There Is a Garden in Her Face
Thomas Campion describes the woman's beautiful perfections in his poem. He uses similes and metaphors throughout to describe the beauty that beholds this magnificent woman. But the woman cannot be as perfect and as beautiful as the speaker makes her out to be so it gives it a sense of falseness and makes the reader think that he is just dreaming of this woman.
In There is a Garden in Her Face, the subject of the speaker's affection is idolized beyond reality and is placed so high upon a pedestal that she is virtually unattainable. He speaks of her as if she is a goddess, and that no woman can match her beauty. He compares her to the most beautiful objects, and even forbidden fruits, as if she were a forbidden creature that no one shall speak to unless she grants them the pleasure of conversation.

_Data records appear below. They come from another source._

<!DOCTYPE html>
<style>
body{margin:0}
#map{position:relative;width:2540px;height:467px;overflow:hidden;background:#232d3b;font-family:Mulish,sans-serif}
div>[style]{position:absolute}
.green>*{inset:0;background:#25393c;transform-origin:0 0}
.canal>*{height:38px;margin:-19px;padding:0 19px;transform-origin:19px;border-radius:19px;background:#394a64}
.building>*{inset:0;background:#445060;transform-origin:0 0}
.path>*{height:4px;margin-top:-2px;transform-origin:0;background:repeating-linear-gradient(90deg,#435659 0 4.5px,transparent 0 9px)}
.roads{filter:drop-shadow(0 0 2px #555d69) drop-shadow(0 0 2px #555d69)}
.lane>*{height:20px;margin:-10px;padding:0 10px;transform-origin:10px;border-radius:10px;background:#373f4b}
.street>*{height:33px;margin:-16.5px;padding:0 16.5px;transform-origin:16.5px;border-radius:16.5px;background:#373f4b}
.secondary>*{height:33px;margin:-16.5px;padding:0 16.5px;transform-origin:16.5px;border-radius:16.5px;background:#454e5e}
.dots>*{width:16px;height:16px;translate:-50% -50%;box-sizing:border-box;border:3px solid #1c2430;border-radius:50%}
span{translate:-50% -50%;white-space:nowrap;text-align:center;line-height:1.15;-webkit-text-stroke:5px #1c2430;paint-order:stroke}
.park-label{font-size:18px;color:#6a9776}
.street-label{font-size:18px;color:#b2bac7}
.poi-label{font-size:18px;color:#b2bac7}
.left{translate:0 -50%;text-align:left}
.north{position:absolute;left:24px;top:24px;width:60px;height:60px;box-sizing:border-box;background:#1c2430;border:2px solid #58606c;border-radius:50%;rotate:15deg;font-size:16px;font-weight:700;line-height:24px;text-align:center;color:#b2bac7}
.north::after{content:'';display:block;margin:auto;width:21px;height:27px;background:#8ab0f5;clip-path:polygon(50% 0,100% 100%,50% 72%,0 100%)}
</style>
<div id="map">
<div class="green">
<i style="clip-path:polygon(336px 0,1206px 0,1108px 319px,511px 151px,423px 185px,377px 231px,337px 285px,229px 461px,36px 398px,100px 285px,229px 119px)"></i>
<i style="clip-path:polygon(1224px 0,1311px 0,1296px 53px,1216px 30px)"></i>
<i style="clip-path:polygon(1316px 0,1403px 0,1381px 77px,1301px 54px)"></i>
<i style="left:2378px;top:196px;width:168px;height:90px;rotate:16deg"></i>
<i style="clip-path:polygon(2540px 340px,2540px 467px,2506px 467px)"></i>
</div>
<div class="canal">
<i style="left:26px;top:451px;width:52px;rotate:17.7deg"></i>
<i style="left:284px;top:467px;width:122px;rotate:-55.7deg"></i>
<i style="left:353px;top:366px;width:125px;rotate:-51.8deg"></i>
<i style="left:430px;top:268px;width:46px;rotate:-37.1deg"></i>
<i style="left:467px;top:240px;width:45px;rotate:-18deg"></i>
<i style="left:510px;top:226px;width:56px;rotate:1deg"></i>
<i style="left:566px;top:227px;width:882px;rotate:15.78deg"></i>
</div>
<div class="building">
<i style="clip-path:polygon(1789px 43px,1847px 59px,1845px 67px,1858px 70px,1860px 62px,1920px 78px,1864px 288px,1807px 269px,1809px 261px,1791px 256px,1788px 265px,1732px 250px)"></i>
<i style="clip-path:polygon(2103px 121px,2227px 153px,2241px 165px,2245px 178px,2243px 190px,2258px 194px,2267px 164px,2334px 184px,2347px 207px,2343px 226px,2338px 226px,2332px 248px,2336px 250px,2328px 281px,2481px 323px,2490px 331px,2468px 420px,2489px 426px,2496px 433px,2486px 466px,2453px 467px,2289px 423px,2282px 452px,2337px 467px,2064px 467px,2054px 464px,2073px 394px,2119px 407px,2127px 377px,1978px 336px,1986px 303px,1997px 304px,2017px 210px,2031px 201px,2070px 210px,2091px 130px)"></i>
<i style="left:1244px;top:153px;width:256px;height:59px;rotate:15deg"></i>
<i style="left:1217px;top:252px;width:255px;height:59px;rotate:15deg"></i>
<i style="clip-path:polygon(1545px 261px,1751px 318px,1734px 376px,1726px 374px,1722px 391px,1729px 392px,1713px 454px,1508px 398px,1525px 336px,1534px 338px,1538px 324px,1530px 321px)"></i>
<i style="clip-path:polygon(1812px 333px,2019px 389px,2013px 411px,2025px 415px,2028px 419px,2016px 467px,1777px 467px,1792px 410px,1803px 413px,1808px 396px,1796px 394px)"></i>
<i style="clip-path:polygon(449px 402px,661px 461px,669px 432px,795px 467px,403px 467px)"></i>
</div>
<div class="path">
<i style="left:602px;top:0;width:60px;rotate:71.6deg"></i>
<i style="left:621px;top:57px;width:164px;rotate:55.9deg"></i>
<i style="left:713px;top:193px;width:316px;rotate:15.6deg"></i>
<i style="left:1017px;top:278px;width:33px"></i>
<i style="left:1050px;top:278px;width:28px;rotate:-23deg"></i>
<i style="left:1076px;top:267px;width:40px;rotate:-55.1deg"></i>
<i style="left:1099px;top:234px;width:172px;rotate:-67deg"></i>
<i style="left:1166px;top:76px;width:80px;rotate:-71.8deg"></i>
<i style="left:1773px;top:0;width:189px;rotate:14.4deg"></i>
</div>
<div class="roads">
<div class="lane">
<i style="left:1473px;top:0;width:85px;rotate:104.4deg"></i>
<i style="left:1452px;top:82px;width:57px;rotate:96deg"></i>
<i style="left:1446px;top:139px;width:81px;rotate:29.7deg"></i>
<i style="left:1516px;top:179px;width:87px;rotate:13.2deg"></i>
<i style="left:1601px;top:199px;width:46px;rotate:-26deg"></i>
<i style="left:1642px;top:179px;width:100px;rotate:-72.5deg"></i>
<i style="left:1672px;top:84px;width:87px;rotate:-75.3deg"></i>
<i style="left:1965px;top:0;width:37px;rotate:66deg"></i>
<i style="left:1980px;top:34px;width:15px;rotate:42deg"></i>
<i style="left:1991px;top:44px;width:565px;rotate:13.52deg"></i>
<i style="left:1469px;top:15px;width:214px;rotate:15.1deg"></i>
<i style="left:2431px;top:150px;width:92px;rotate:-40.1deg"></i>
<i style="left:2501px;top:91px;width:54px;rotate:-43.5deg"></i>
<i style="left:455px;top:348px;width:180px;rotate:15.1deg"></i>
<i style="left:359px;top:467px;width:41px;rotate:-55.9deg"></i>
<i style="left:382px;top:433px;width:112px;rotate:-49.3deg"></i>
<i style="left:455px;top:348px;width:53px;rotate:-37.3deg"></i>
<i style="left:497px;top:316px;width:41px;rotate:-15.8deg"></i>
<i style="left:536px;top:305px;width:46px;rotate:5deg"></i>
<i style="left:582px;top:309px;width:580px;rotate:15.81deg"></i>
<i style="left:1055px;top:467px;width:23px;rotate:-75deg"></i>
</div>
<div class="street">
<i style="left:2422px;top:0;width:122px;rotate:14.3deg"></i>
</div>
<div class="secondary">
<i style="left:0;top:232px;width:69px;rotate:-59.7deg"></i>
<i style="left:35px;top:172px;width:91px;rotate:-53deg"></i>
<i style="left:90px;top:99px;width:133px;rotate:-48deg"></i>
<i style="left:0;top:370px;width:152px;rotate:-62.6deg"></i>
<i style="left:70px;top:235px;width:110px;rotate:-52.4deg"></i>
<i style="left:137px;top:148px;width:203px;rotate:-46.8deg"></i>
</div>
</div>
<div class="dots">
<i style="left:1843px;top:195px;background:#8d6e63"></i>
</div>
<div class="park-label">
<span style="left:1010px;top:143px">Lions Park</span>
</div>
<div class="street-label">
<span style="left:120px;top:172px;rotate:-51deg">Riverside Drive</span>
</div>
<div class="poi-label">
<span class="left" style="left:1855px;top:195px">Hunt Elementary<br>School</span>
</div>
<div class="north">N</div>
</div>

Campion uses one main symbol throughout the poem which can be thought of as forbidden, similar to those of the Garden of Eden. He also uses similes and metaphors to compare her looks to the objects to which she mirrors. Many of which are associated with wealth or romanticism. For instance, the pearls to which he compares her teeth to. Pearls are usually thought of when you think of a wealthy person. And he uses roses and lilies as a comparison to her face to further show how stunning she is.

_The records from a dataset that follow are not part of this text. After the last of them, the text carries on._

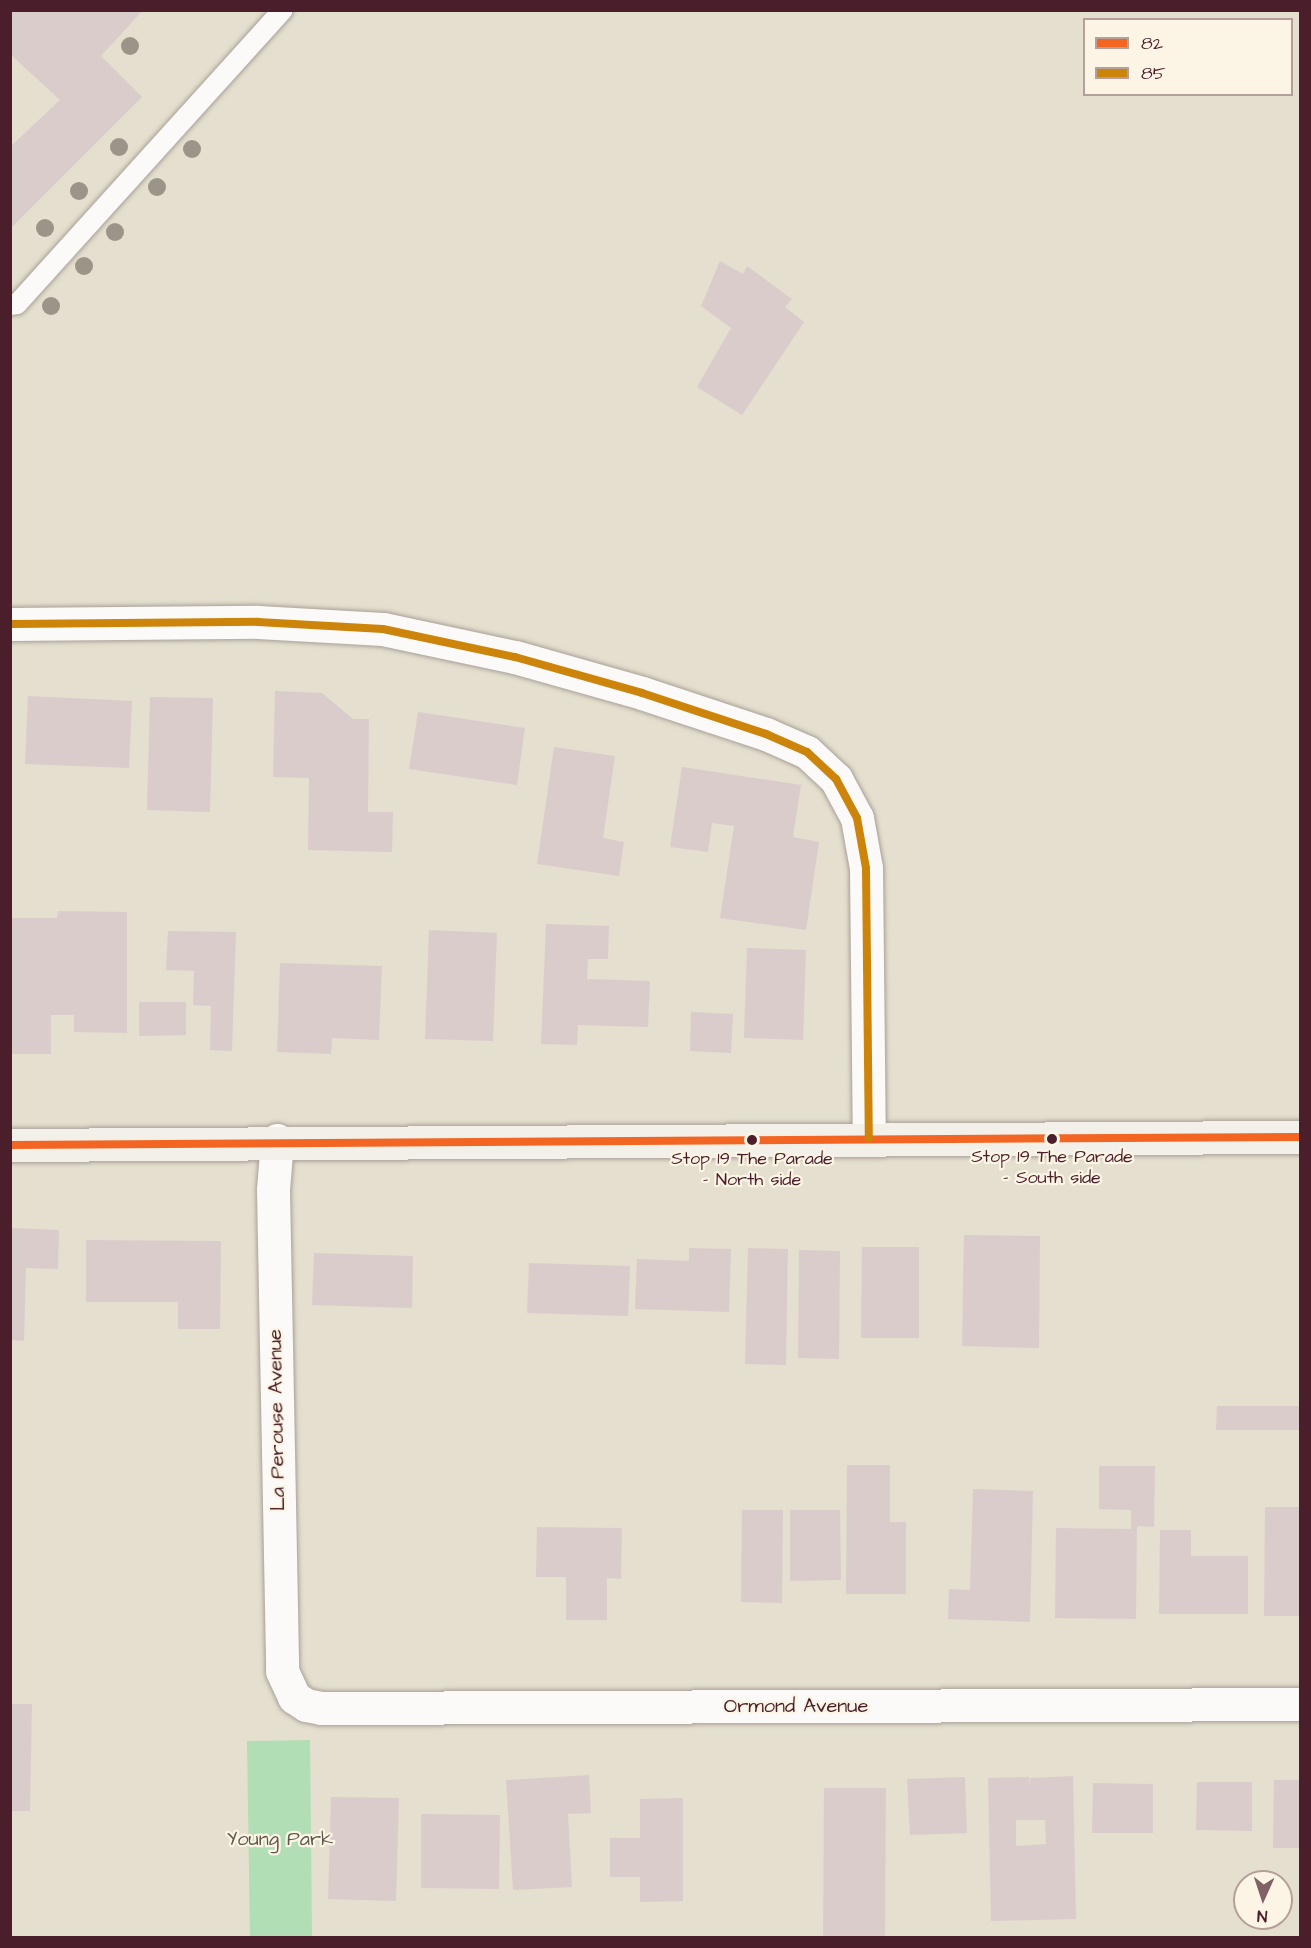 <!DOCTYPE html>
<style>
body{margin:0}
#map{position:relative;width:1311px;height:1948px;overflow:hidden;background:#e4dfce;font-family:"Architects Daughter",sans-serif}
div>[style]{position:absolute}
.green>*{inset:0;background:#b2deb5}
.building>*{inset:0;background:#dbcccc}
.roads{filter:drop-shadow(0 0 2px #a9a098) drop-shadow(0 0 2px #a9a098)}
.service>*{height:20px;margin:-10px;padding:0 10px;transform-origin:10px;border-radius:10px;background:#fbfaf8}
.minor>*{height:33px;margin:-16.5px;padding:0 16.5px;transform-origin:16.5px;border-radius:16.5px;background:#fbfaf8}
.secondary>*{height:33px;margin:-16.5px;padding:0 16.5px;transform-origin:16.5px;border-radius:16.5px;background:#f2f0e9}
.bus-1>*{height:8px;margin:-4px;padding:0 4px;transform-origin:4px;border-radius:4px;background:#f26522}
.bus-2>*{height:8px;margin:-4px;padding:0 4px;transform-origin:4px;border-radius:4px;background:#cc840b}
.trees>*{width:18px;height:18px;margin:-9px;border-radius:50%;background:#9a9588}
.dots>*{width:16px;height:16px;translate:-50% -50%;box-sizing:border-box;border:3px solid #fcf5e5;border-radius:50%}
span{translate:-50% -50%;white-space:nowrap;text-align:center;line-height:1.15;-webkit-text-stroke:4.5px #fcf5e5;paint-order:stroke}
.bus-label{font-size:18px;color:#4a1f2b}
.street-label{font-size:20px;color:#4a1f2b}
.park-label{font-size:20px;color:#5d584e}
.frame{position:absolute;inset:0;border:12px solid #4a1f2b;pointer-events:none}
.legend{position:absolute;left:1083px;top:18px;width:210px;height:78px;box-sizing:border-box;background:#fcf5e5;border:2px solid #b59f9b;margin:0;padding:8px 10px;list-style:none;font-size:18px;color:#4a1f2b}
.legend li{display:flex;align-items:center;gap:12px;height:30px}
.legend b{width:30px;border:2px solid #b59f9b}
.north{position:absolute;left:1233px;top:1870px;width:60px;height:60px;box-sizing:border-box;background:#fcf5e5;border:2px solid #b59f9b;border-radius:50%;rotate:183deg;font-size:16px;font-weight:700;line-height:24px;text-align:center;color:#4a1f2b}
.north::after{content:'';display:block;margin:auto;width:21px;height:27px;background:#806264;clip-path:polygon(50% 0,100% 100%,50% 72%,0 100%)}
</style>
<div id="map">
<div class="green">
<i style="clip-path:polygon(310px 1740px,312px 1937px,250px 1937px,247px 1741px)"></i>
</div>
<div class="building">
<i style="clip-path:polygon(10px 10px,143px 10px,101px 56px,142px 97px,10px 229px,10px 147px,60px 100px,10px 54px)"></i>
<i style="clip-path:polygon(720px 261px,743px 274px,747px 266px,792px 299px,785px 307px,804px 322px,742px 415px,697px 387px,731px 328px,701px 306px)"></i>
<i style="clip-path:polygon(275px 691px,322px 693px,353px 719px,369px 719px,368px 812px,393px 812px,392px 852px,308px 850px,309px 778px,273px 777px)"></i>
<i style="clip-path:polygon(28px 696px,132px 701px,129px 768px,25px 764px)"></i>
<i style="clip-path:polygon(150px 697px,213px 698px,210px 812px,147px 810px)"></i>
<i style="clip-path:polygon(418px 712px,525px 728px,517px 785px,409px 769px)"></i>
<i style="clip-path:polygon(554px 747px,615px 756px,603px 838px,624px 842px,619px 876px,537px 864px)"></i>
<i style="clip-path:polygon(682px 767px,801px 785px,793px 837px,819px 842px,806px 930px,720px 918px,734px 826px,712px 823px,708px 852px,670px 847px)"></i>
<i style="clip-path:polygon(58px 911px,127px 912px,127px 1033px,74px 1032px,74px 1015px,51px 1015px,51px 1054px,10px 1054px,10px 918px,57px 918px)"></i>
<i style="clip-path:polygon(546px 924px,609px 926px,608px 959px,588px 959px,587px 979px,650px 981px,648px 1027px,578px 1025px,577px 1045px,541px 1044px)"></i>
<i style="clip-path:polygon(429px 930px,497px 933px,493px 1041px,425px 1039px)"></i>
<i style="clip-path:polygon(168px 931px,236px 932px,232px 1051px,210px 1050px,211px 1006px,193px 1005px,194px 971px,166px 970px)"></i>
<i style="clip-path:polygon(747px 948px,806px 950px,803px 1040px,744px 1038px)"></i>
<i style="clip-path:polygon(280px 963px,382px 966px,379px 1040px,332px 1038px,331px 1054px,277px 1052px)"></i>
<i style="clip-path:polygon(139px 1002px,186px 1002px,186px 1035px,139px 1036px)"></i>
<i style="clip-path:polygon(691px 1012px,733px 1014px,731px 1053px,690px 1051px)"></i>
<i style="clip-path:polygon(10px 1228px,59px 1230px,58px 1269px,26px 1268px,24px 1341px,10px 1340px)"></i>
<i style="clip-path:polygon(964px 1235px,1040px 1236px,1039px 1348px,962px 1346px)"></i>
<i style="clip-path:polygon(86px 1240px,221px 1241px,220px 1329px,178px 1329px,178px 1302px,86px 1302px)"></i>
<i style="clip-path:polygon(862px 1247px,919px 1247px,919px 1338px,861px 1338px)"></i>
<i style="clip-path:polygon(689px 1248px,731px 1249px,729px 1312px,635px 1309px,637px 1259px,689px 1261px)"></i>
<i style="clip-path:polygon(748px 1248px,788px 1249px,786px 1365px,745px 1364px)"></i>
<i style="clip-path:polygon(799px 1250px,840px 1251px,839px 1359px,798px 1358px)"></i>
<i style="clip-path:polygon(314px 1253px,413px 1256px,412px 1308px,312px 1305px)"></i>
<i style="clip-path:polygon(529px 1263px,630px 1266px,628px 1316px,527px 1313px)"></i>
<i style="clip-path:polygon(1217px 1406px,1300px 1406px,1300px 1430px,1216px 1430px)"></i>
<i style="clip-path:polygon(847px 1465px,890px 1465px,890px 1522px,906px 1522px,906px 1594px,846px 1594px)"></i>
<i style="clip-path:polygon(1099px 1466px,1155px 1466px,1154px 1527px,1137px 1526px,1136px 1619px,1055px 1618px,1056px 1528px,1131px 1529px,1131px 1510px,1099px 1509px)"></i>
<i style="clip-path:polygon(973px 1489px,1033px 1491px,1030px 1622px,948px 1619px,949px 1589px,970px 1590px)"></i>
<i style="clip-path:polygon(1265px 1507px,1300px 1507px,1300px 1616px,1264px 1616px)"></i>
<i style="clip-path:polygon(742px 1510px,783px 1510px,782px 1603px,741px 1602px)"></i>
<i style="clip-path:polygon(790px 1510px,840px 1510px,841px 1580px,790px 1581px)"></i>
<i style="clip-path:polygon(537px 1527px,622px 1528px,621px 1579px,607px 1578px,607px 1620px,566px 1620px,566px 1577px,536px 1577px)"></i>
<i style="clip-path:polygon(1160px 1530px,1191px 1530px,1191px 1556px,1248px 1556px,1248px 1614px,1159px 1614px)"></i>
<i style="clip-path:polygon(10px 1704px,32px 1704px,30px 1811px,10px 1811px)"></i>
<i style="clip-path:polygon(589px 1775px,591px 1813px,568px 1814px,572px 1887px,513px 1890px,506px 1780px)"></i>
<i style="clip-path:polygon(evenodd,1073px 1776px,1076px 1919px,991px 1921px,988px 1778px,1029px 1777px,1030px 1790px,1030px 1778px,1073px 1776px,1016px 1820px,1045px 1820px,1046px 1844px,1016px 1846px,1016px 1820px)"></i>
<i style="clip-path:polygon(965px 1777px,967px 1833px,910px 1835px,907px 1779px)"></i>
<i style="clip-path:polygon(1274px 1780px,1300px 1780px,1300px 1848px,1273px 1848px)"></i>
<i style="clip-path:polygon(1197px 1782px,1252px 1782px,1252px 1831px,1196px 1830px)"></i>
<i style="clip-path:polygon(1093px 1783px,1153px 1784px,1153px 1833px,1092px 1833px)"></i>
<i style="clip-path:polygon(824px 1788px,886px 1788px,885px 1938px,823px 1938px)"></i>
<i style="clip-path:polygon(331px 1797px,399px 1798px,396px 1901px,328px 1899px)"></i>
<i style="clip-path:polygon(683px 1798px,683px 1901px,640px 1902px,640px 1877px,610px 1877px,610px 1838px,640px 1838px,640px 1799px)"></i>
<i style="clip-path:polygon(421px 1814px,500px 1815px,499px 1889px,421px 1888px)"></i>
</div>
<div class="roads">
<div class="service">
<i style="left:10px;top:305px;width:7px;rotate:-8deg"></i>
<i style="left:17px;top:304px;width:396px;rotate:-47.9deg"></i>
</div>
<div class="minor">
<i style="left:10px;top:624px;width:248px;rotate:-0.5deg"></i>
<i style="left:258px;top:622px;width:125px;rotate:3.2deg"></i>
<i style="left:383px;top:629px;width:135px;rotate:12deg"></i>
<i style="left:515px;top:657px;width:132px;rotate:15.8deg"></i>
<i style="left:642px;top:693px;width:131px;rotate:18.3deg"></i>
<i style="left:766px;top:734px;width:45px;rotate:23.7deg"></i>
<i style="left:807px;top:752px;width:40px;rotate:43deg"></i>
<i style="left:836px;top:779px;width:44px;rotate:61.7deg"></i>
<i style="left:857px;top:818px;width:51px;rotate:79.8deg"></i>
<i style="left:866px;top:868px;width:270px;rotate:89.4deg"></i>
<i style="left:277px;top:1140px;width:50px;rotate:94.6deg"></i>
<i style="left:273px;top:1190px;width:481px;rotate:88.9deg"></i>
<i style="left:282px;top:1671px;width:29px;rotate:65deg"></i>
<i style="left:294px;top:1697px;width:14px;rotate:34deg"></i>
<i style="left:306px;top:1705px;width:15px;rotate:11deg"></i>
<i style="left:321px;top:1708px;width:979px;rotate:-0.23deg"></i>
</div>
<div class="secondary">
<i style="left:10px;top:1145px;width:1290px;rotate:-0.36deg"></i>
</div>
</div>
<div class="bus-1">
<i style="left:10px;top:1145px;width:1290px;rotate:-0.36deg"></i>
</div>
<div class="bus-2">
<i style="left:10px;top:624px;width:248px;rotate:-0.5deg"></i>
<i style="left:258px;top:622px;width:125px;rotate:3.2deg"></i>
<i style="left:383px;top:629px;width:135px;rotate:12deg"></i>
<i style="left:515px;top:657px;width:132px;rotate:15.8deg"></i>
<i style="left:642px;top:693px;width:131px;rotate:18.3deg"></i>
<i style="left:766px;top:734px;width:45px;rotate:23.7deg"></i>
<i style="left:807px;top:752px;width:40px;rotate:43deg"></i>
<i style="left:836px;top:779px;width:44px;rotate:61.7deg"></i>
<i style="left:857px;top:818px;width:51px;rotate:79.8deg"></i>
<i style="left:866px;top:868px;width:270px;rotate:89.4deg"></i>
</div>
<div class="trees">
<i style="left:130px;top:46px"></i>
<i style="left:119px;top:147px"></i>
<i style="left:192px;top:149px"></i>
<i style="left:157px;top:187px"></i>
<i style="left:79px;top:191px"></i>
<i style="left:45px;top:228px"></i>
<i style="left:115px;top:232px"></i>
<i style="left:84px;top:266px"></i>
<i style="left:51px;top:306px"></i>
</div>
<div class="dots">
<i style="left:1052px;top:1139px;background:#4a1f2b"></i>
<i style="left:752px;top:1140px;background:#4a1f2b"></i>
</div>
<div class="bus-label">
<span style="left:1052px;top:1168px">Stop 19 The Parade<br>- South side</span>
<span style="left:752px;top:1170px">Stop 19 The Parade<br>- North side</span>
</div>
<div class="street-label">
<span style="left:277px;top:1420px;rotate:-91deg">La Perouse Avenue</span>
<span style="left:796px;top:1706px">Ormond Avenue</span>
</div>
<div class="park-label">
<span style="left:280px;top:1839px">Young Park</span>
</div>
<div class="frame"></div>
<ul class="legend">
<li><b style="height:8px;background:#f26522"></b>82</li>
<li><b style="height:8px;background:#cc840b"></b>85</li>
</ul>
<div class="north">N</div>
</div>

Campion uses metaphors and similes to compare the lady to the splendors of nature. Roses and cherries are repeatedly used to describe various parts of the lady, like her rosy cheeks and luscious lips. Her teeth are said to be made "of orient pearl a double row" . The white of the pearl, the lilies and the snow build the image of a woman of purity and good quality. This perception of the lady as a divine creature is emphasized by the many references to heaven. Her face is seen as "a heavenly paradise", her eyes are "like angels", and her lips are called "sacred cherries". They are a forbidden fruit, similar to those of the Garden of Eden, that no one may touch or even look at "till 'Cherry ripe!' themselves do cry". The lady is viewed to be unapproachable unless she gives her permission to be approached. She seems cold and unfeeling when her brows are described as "bended bows" ready to kill with "piercing frowns", so it is likely that she does not give her permission easily. This woman cannot possibly be as godlike and perfect as the speaker makes her out to be, which causes this poem to feel strained and false.
The false admiration in this poem shows the reader that society has a specific idea of beauty which is impossible for any woman or man to match. Campion's poem reflects this impossible ideal that society inflicts on us. This woman in There is a Garden in Her Face could never really live up to the image that the speaker has created of her. The image is false, and so is his love because he is only focusing on her outward appearance.